SB 1.9.33

SB 1.9.33

Devanagari

त्रिभुवनकमनं तमालवर्णं रविकरगौरवराम्बरं दधाने । वपुरलककुलावृताननाब्जं विजयसखे रतिरस्तु मेऽनवद्या ॥ ३३ ॥

Verse text

tri-bhuvana-kamanaṁ tamāla-varṇaṁ ravi-kara-gaura-vara-ambaraṁ dadhāne vapur alaka-kulāvṛtānanābjaṁ vijaya-sakhe ratir astu me ’navadyā

Synonyms

tri bhuvana — three statuses of planetary systems ; kamanam the most desirable ; tamāla varṇam — bluish like the tamāla tree ; ravi kara — sun rays ; gaura golden color ; varāmbaram glittering dress ; dadhāne one who wears ; vapuḥ body ; alaka kula — āvṛta — covered with paintings of sandalwood pulp ; anana abjam — face like a lotus ; vijaya sakhe — unto the friend of Arjuna ; ratiḥ astu may attraction be reposed upon Him ; me my ; anavadyā without desire for fruitive results .

Translation

Śrī Kṛṣṇa is the intimate friend of Arjuna.
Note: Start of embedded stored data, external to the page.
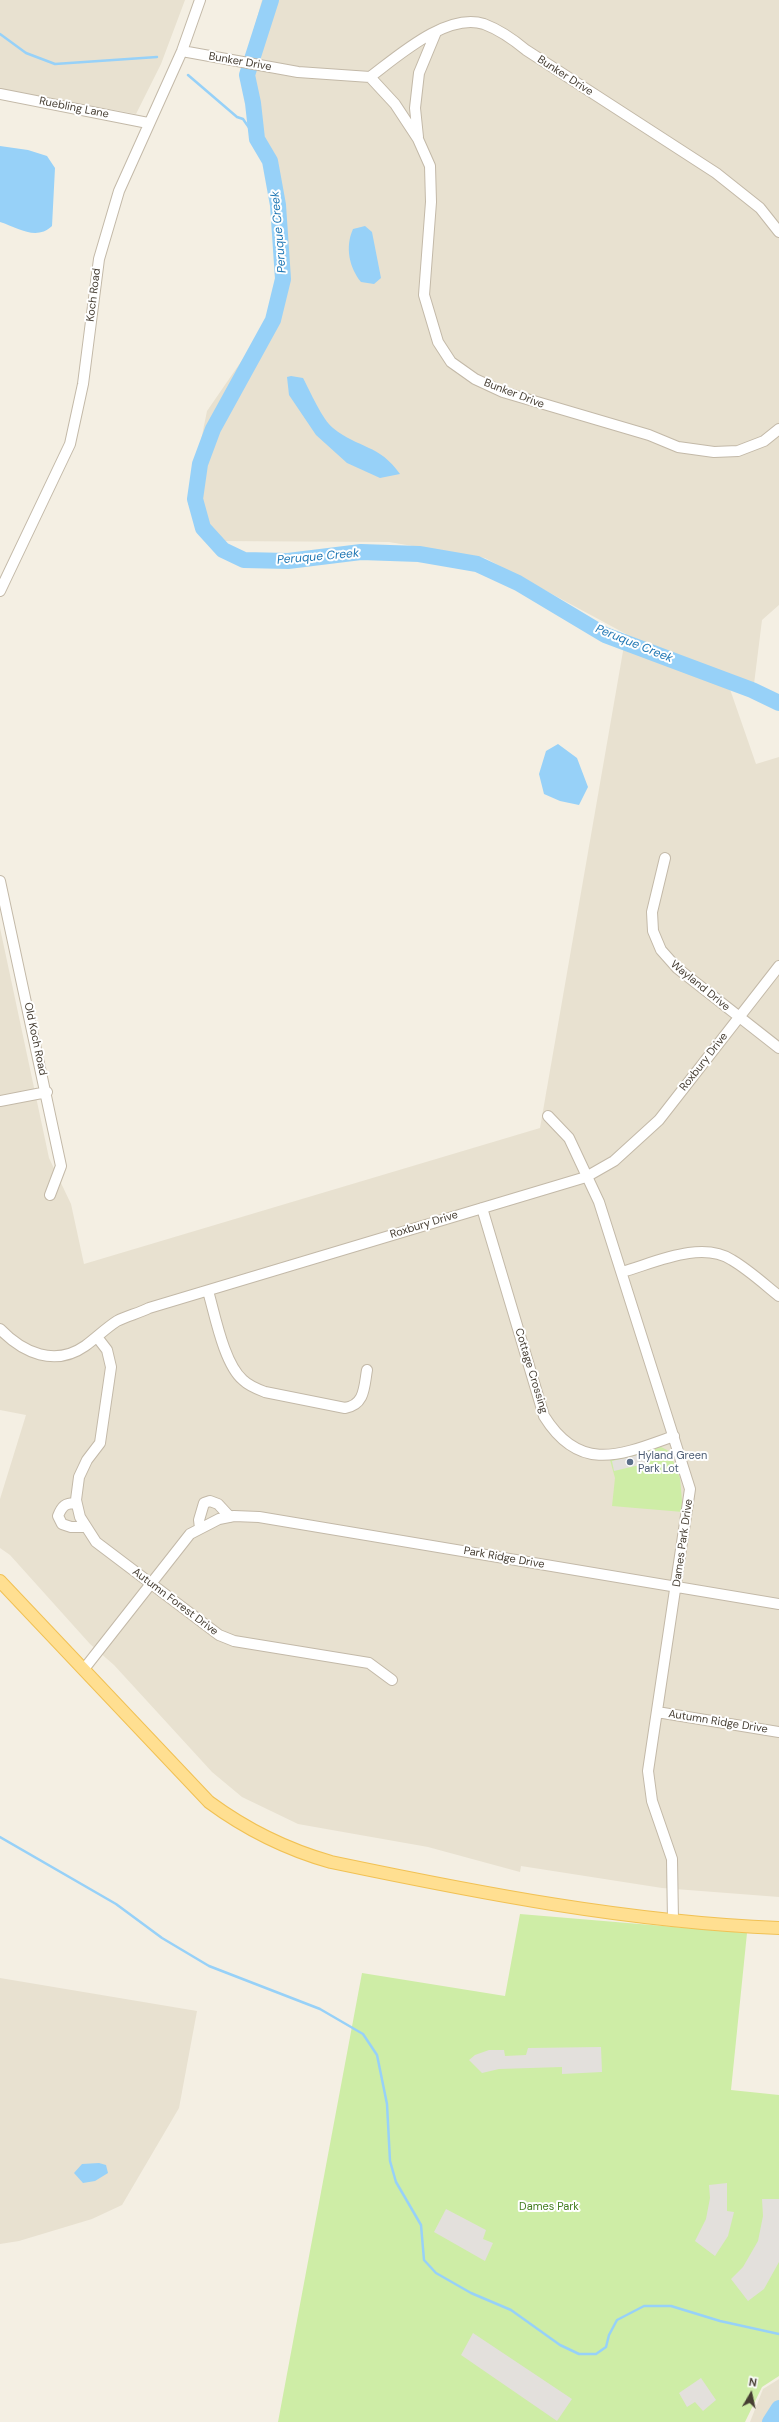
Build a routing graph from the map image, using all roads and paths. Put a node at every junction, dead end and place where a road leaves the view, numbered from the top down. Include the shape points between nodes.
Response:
1 (200, 0) edge
2 (436, 32) junction
3 (182, 51) junction
4 (370, 77) junction
5 (0, 94) edge
6 (148, 123) junction
7 (418, 139) junction
8 (779, 232) edge
9 (779, 429) edge
10 (1, 584) edge
11 (665, 858) dead end
12 (0, 881) edge
13 (779, 966) edge
14 (739, 1017) junction
15 (779, 1048) edge
16 (47, 1092) junction
17 (0, 1101) edge
18 (548, 1116) dead end
19 (586, 1176) junction
20 (50, 1195) dead end
21 (482, 1208) junction
22 (622, 1272) junction
23 (208, 1291) junction
24 (779, 1296) edge
25 (0, 1329) edge
26 (97, 1337) junction
27 (367, 1370) dead end
28 (674, 1436) junction
29 (76, 1502) junction
30 (230, 1517) junction
31 (86, 1527) junction
32 (200, 1528) junction
33 (0, 1581) edge
34 (151, 1584) junction
35 (677, 1587) junction
36 (779, 1604) edge
37 (84, 1669) junction
38 (392, 1680) dead end
39 (657, 1712) junction
40 (779, 1732) edge
41 (673, 1921) junction
42 (779, 1928) edge

1 - 3 street, Koch Road
2 - 4 street, Bunker Drive
2 - 7 street, Bunker Drive via 419,73 415,108
2 - 8 street, Bunker Drive via 461,22 484,24 509,37 716,173 760,208
3 - 4 street, Bunker Drive via 298,72
3 - 6 street, Koch Road
4 - 7 street, Bunker Drive via 395,104
5 - 6 street, Ruebling Lane
6 - 10 street, Koch Road via 119,191 99,260 83,384 70,444
7 - 9 street, Bunker Drive via 430,166 431,202 424,295 438,342 450,362 475,379 503,392 649,435 678,447 714,452 738,450 764,441
11 - 14 street, Wayland Drive via 652,912 653,931 661,950 676,968
12 - 16 street, Old Koch Road
13 - 14 street, Roxbury Drive
14 - 15 street, Wayland Drive
14 - 19 street, Roxbury Drive via 659,1120 614,1161
16 - 17 street
16 - 20 street, Old Koch Road via 61,1166
18 - 19 street, Dames Park Drive via 568,1138
19 - 21 street, Roxbury Drive
19 - 22 street, Dames Park Drive via 599,1202
21 - 23 street, Roxbury Drive
21 - 28 street, Cottage Crossing via 544,1416 559,1437 578,1449 603,1456 624,1454
22 - 24 street via 697,1250 714,1252 731,1259
22 - 28 street, Dames Park Drive
23 - 26 street, Roxbury Drive via 135,1314 116,1322
23 - 27 street via 231,1365 242,1380 253,1388 344,1408 352,1407 362,1397
25 - 26 street, Roxbury Drive via 16,1345 31,1353 51,1356 68,1354 84,1347
26 - 29 street, Autumn Forest Drive via 106,1350 111,1367 100,1443 87,1460 79,1477
28 - 35 street, Dames Park Drive via 690,1489
29 - 31 street, Autumn Forest Drive
29 - 31 street via 68,1503 61,1508 58,1516 62,1524
30 - 32 street, Park Ridge Drive
30 - 32 street via 218,1504 210,1501 204,1503 200,1511
30 - 35 street, Park Ridge Drive via 259,1517
31 - 34 street, Autumn Forest Drive via 96,1542
32 - 34 street, Park Ridge Drive via 190,1534 176,1549
33 - 37 main road
34 - 37 street, Park Ridge Drive
34 - 38 street, Autumn Forest Drive via 220,1635 234,1642 369,1663
35 - 36 street, Park Ridge Drive
35 - 39 street, Dames Park Drive
37 - 41 main road via 209,1802 237,1823 267,1840 299,1853 362,1869 572,1907
39 - 40 street, Autumn Ridge Drive
39 - 41 street, Dames Park Drive via 648,1771 649,1786 672,1859
41 - 42 main road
He has appeared on this earth in His transcendental body, which resembles the bluish color of the tamāla tree. His body attracts everyone in the three planetary systems [upper, middle and lower]. May His glittering yellow dress and His lotus face, covered with paintings of sandalwood pulp, be the object of my attraction, and may I not desire fruitive results.

Translation (Visvanatha Cakravarti Thakura)

Let me have pure prema for Kṛṣṇa, the friend of Arjuna, who possesses a body desired by all the inhabitants of the three worlds, which is clothed with intense yellow garments shining in the sun, whose complexion is dark like the tamāla tree, and whose lotus face is surrounded by locks of hair.

Purport

When Śrī Kṛṣṇa by His own internal pleasure appears on earth, He does so by the agency of His internal potency. The attractive features of His transcendental body are desired in all the three worlds, namely the upper, middle and lower planetary systems. Nowhere in the universe are there such beautiful bodily features as those of Lord Kṛṣṇa. Therefore His transcendental body has nothing to do with anything materially created. Arjuna is described here as the conqueror, and Kṛṣṇa is described as his intimate friend. Bhīṣmadeva, on his bed of arrows after the Battle of Kurukṣetra, is remembering the particular dress of Lord Kṛṣṇa which He put on as the driver of Arjuna’s chariot. While fighting was going on between Arjuna and Bhīṣma, Bhīṣma’s attraction was drawn by the glittering dress of Kṛṣṇa, and indirectly he admired his so-called enemy Arjuna for possessing the Lord as his friend. Arjuna was always a conqueror because the Lord was his friend. Bhīṣmadeva takes this opportunity to address the Lord as vijaya-sakhe (friend of Arjuna) because the Lord is pleased when He is addressed conjointly with His devotees, who are related with Him in different transcendental humors. While Kṛṣṇa was the charioteer of Arjuna, sun rays glittered on the dress of the Lord, and the beautiful hue created by the reflection of such rays was never forgotten by Bhīṣmadeva. As a great fighter he was relishing the relation of Kṛṣṇa in the chivalrous humor. Transcendental relation with the Lord in any one of the different rasas (humors) is relishable by the respective devotees in the highest ecstasy. Less intelligent mundaners who want to make a show of being transcendentally related with the Lord artificially jump at once to the relation of conjugal love, imitating the damsels of Vrajadhāma. Such a cheap relation with the Lord exhibits only the base mentality of the mundaner because one who has relished conjugal humor with the Lord cannot be attached to worldly conjugal rasa, which is condemned even by mundane ethics. The eternal relation of a particular soul with the Lord is evolved. A genuine relation of the living being with the Supreme Lord can take any form out of the five principal rasas, and it does not make any difference in transcendental degree to the genuine devotee. Bhīṣmadeva is a concrete example of this, and it should be carefully observed how the great general is transcendentally related with the Lord.

Commentary (Visvanatha Cakravarti Thakura)

“What is the nature of your thoughts?” Let me have pure prema (ratiḥ) without desire for results, for the friend of Arjuna (vijaya-sakhe), who accepts a body which is desired by all persons in the upper, middle and lower planets, which is clothed in garments golden in the sun’s rays. I saw that intense yellow from his upper and lower cloth sparkling in the sun’s rays as he stood on the chariot of Arjuna. My thoughts take the form of a prayer to have this prema for the most beautiful Kṛṣṇa as the charioteer of Arjuna. In the prayers of following verses also there is no use of the second person, though Kṛṣṇa was present before him This indicates his attraction for the sweetness of the Lord absorbed in vīra-rasa during the battle, and his absorption in relishing it.